Dans l’attente de sa désignation, le futur ministre du Travail d’Elisabeth Borne est assuré d’une chose : sa prise de fonction interviendra dans un contexte encore porteur sur le front de l’emploi. Même si le contexte international pèse sur l’activité, le taux de chômage a poursuivi sa baisse au premier trimestre, de l’ordre de 0,1 point. Il s’établit à 7,3 % de la population active, soit 2,2 millions de Français. Après le recul six fois plus important du trimestre précédent, on pouvait s’attendre à un coup d’arrêt.
La feuille de route du futur ministre demeure ambitieuse :
· Le plein-emploi : objectif maintenu
La guerre en Ukraine et l’inflation apportent leurs lots d’incertitudes, mais l’objectif affiché par Emmanuel Macron durant la campagne présidentielle demeure : en finir avec le chômage de masse. Cela implique 2 points de moins de taux de chômage environ pour atteindre 5 % dans cinq ans .
Ces 2 points seront sans doute plus durs à gagner que les 2 obtenus depuis 2017. Cela suppose une amélioration des taux d’emploi des jeunes ou des seniors. Si les embauches restent dynamiques, le gouvernement pourrait aussi compléter sa réforme de l’assurance-chômage en raccourcissant la durée d’indemnisation avec la conviction, malgré l’opposition syndicale, que cela favorise la reprise de travail.
D’un point de vue structurel, le grand chantier s’appelle « France travail », nouvelle organisation de tous les acteurs qui s’occupent des chômeurs ou du RSA. Elle est censée faire gagner les services en efficacité mais les détails restent à dévoiler.
· Les jeunes : ne pas casser la dynamique
Malgré un rebond de 0,3 point au premier trimestre, le taux de chômage des 15-24 ans a baissé de manière spectaculaire depuis le Covid, passant de 21,5 % en moyenne sur les trois derniers mois de 2019 à 16,3 % désormais.

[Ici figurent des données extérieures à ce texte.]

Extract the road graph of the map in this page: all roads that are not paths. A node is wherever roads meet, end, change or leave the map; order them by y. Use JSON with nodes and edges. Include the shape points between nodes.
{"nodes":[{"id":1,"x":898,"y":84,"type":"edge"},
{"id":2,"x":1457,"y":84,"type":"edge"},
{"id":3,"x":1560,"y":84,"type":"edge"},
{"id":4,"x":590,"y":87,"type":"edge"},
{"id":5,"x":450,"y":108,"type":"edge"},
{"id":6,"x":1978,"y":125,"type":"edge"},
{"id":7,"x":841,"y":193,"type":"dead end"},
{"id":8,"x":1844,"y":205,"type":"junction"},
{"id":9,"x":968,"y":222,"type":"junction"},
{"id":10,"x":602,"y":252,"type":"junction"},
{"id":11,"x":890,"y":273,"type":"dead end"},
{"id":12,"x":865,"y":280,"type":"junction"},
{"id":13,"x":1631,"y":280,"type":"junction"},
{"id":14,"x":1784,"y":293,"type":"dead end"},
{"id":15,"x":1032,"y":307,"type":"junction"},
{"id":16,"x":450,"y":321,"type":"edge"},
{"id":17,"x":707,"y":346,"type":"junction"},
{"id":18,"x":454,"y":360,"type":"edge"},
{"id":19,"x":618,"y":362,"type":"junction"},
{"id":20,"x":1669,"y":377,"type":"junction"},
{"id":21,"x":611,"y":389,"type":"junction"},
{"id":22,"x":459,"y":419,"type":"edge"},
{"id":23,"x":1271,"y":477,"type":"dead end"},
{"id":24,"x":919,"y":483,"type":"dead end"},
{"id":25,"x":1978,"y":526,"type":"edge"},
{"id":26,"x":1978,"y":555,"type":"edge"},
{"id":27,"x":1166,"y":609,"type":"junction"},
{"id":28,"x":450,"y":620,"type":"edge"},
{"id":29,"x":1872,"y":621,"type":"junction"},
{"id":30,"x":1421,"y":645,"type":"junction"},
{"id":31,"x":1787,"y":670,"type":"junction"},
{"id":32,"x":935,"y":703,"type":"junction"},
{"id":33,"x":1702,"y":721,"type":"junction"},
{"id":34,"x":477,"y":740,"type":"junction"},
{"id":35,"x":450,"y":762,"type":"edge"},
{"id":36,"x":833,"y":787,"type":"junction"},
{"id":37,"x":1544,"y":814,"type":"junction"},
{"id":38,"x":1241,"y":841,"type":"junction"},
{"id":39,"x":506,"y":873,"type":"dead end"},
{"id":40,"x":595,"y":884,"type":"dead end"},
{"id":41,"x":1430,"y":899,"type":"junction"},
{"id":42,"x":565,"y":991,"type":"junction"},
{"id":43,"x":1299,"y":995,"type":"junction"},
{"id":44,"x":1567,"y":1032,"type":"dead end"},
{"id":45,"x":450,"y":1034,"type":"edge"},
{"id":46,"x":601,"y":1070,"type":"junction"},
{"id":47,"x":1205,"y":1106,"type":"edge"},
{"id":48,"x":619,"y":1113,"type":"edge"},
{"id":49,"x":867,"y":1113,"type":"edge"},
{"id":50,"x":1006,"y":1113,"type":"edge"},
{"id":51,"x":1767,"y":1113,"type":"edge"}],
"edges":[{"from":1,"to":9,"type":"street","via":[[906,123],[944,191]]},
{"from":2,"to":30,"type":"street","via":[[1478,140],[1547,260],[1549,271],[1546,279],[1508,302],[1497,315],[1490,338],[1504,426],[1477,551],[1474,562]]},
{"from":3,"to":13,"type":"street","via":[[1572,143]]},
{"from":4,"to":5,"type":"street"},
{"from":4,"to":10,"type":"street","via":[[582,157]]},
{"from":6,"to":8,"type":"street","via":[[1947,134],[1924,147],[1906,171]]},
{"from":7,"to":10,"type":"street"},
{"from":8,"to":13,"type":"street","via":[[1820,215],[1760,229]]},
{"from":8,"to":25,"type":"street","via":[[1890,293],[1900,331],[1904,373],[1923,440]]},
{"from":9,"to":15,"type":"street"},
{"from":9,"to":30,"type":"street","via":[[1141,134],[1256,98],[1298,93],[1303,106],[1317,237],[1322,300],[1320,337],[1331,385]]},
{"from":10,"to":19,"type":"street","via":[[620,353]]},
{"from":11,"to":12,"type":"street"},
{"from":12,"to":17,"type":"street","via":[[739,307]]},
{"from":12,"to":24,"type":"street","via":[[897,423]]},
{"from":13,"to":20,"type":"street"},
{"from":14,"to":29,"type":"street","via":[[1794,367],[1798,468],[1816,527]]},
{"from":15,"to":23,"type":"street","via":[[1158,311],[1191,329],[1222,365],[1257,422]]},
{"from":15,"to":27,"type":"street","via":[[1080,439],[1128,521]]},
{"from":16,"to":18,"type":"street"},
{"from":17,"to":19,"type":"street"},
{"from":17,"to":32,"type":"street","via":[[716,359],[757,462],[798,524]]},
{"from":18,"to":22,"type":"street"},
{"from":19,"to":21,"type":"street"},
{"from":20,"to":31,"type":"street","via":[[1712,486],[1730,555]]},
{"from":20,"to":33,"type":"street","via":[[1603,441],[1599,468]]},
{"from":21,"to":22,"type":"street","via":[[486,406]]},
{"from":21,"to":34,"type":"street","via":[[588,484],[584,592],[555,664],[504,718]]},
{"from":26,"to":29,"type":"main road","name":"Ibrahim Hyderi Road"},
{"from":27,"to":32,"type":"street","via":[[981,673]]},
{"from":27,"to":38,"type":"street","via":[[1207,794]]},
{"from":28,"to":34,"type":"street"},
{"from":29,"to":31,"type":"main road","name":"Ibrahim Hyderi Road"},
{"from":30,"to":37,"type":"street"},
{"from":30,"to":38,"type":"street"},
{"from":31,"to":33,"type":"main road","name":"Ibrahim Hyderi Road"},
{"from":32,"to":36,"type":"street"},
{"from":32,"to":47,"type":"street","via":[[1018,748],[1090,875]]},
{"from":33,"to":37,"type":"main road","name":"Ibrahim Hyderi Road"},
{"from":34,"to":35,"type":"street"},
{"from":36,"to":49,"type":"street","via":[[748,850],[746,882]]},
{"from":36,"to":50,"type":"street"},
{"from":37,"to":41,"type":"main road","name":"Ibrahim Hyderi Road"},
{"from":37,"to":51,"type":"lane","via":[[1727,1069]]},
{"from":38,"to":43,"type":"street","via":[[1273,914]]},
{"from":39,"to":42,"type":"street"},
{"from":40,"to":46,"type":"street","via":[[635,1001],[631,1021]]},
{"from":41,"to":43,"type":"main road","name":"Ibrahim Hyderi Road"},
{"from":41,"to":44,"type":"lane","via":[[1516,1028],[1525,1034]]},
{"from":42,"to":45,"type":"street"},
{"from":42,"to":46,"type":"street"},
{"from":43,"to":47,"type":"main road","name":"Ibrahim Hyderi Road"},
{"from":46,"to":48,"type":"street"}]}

Il était encore plus haut au début du premier quinquennat Macron (23,8 %), soit 7,5 points gagnés par une France qui comptait parmi les plus mauvais élèves en Europe.
Cette embellie s’explique en très grande partie par l’essor de l’apprentissage sous l’effet combiné de la réforme Pénicaud de 2018, des généreuses primes à l’embauche du plan de relance et d’une conjoncture très favorable. En témoignent le taux d’emploi des jeunes qui se situe à son plus haut depuis 1991 (34,6 %) et leur taux d’activité, record lui aussi.
Le gouvernement Borne va donc devoir piloter avec doigté la sortie du « quoi qu’il en coûte » de l’alternance pour ne pas casser la dynamique. Après un décollage réussi en quantité , il lui faudra démontrer que le Contrat d’engagement jeune est aussi un gage de qualité et assure un taux d’insertion élevé pour les plus précaires. Les lycées professionnels sont, quant à eux, promis à une réforme d’envergure.
· Les seniors : gros effort à faire
Sur le front du chômage des 50-64 ans, la situation s’améliore mais lentement, cette catégorie d’âge souffrant de préjugés de la part des employeurs. Leur taux de chômage n’a baissé « que » de 1,2 point sur le premier quinquennat Macron (5,6 %) et le taux d’emploi des 55-64 ans reste médiocre.
Pour améliorer la situation, le gouvernement veut remettre à plat les dispositifs de fin de carrière dans le cadre de la très explosive réforme des retraites à venir. Un effort financier sans précédent, plus de 7 milliards, a été consenti depuis 2017 pour la formation des chômeurs de longue durée notamment, au travers du grand plan compétences , mais dont il reste à mesurer l’efficacité.
En septembre dernier, Jean Castex a consacré 1,4 milliard à la formation pour tenter de juguler les problèmes de pénuries de main-d’oeuvre. Là encore, le bilan reste à faire. Face aux grandes mutations industrielles en cours, les budgets associés aux reconversions devront probablement être revus.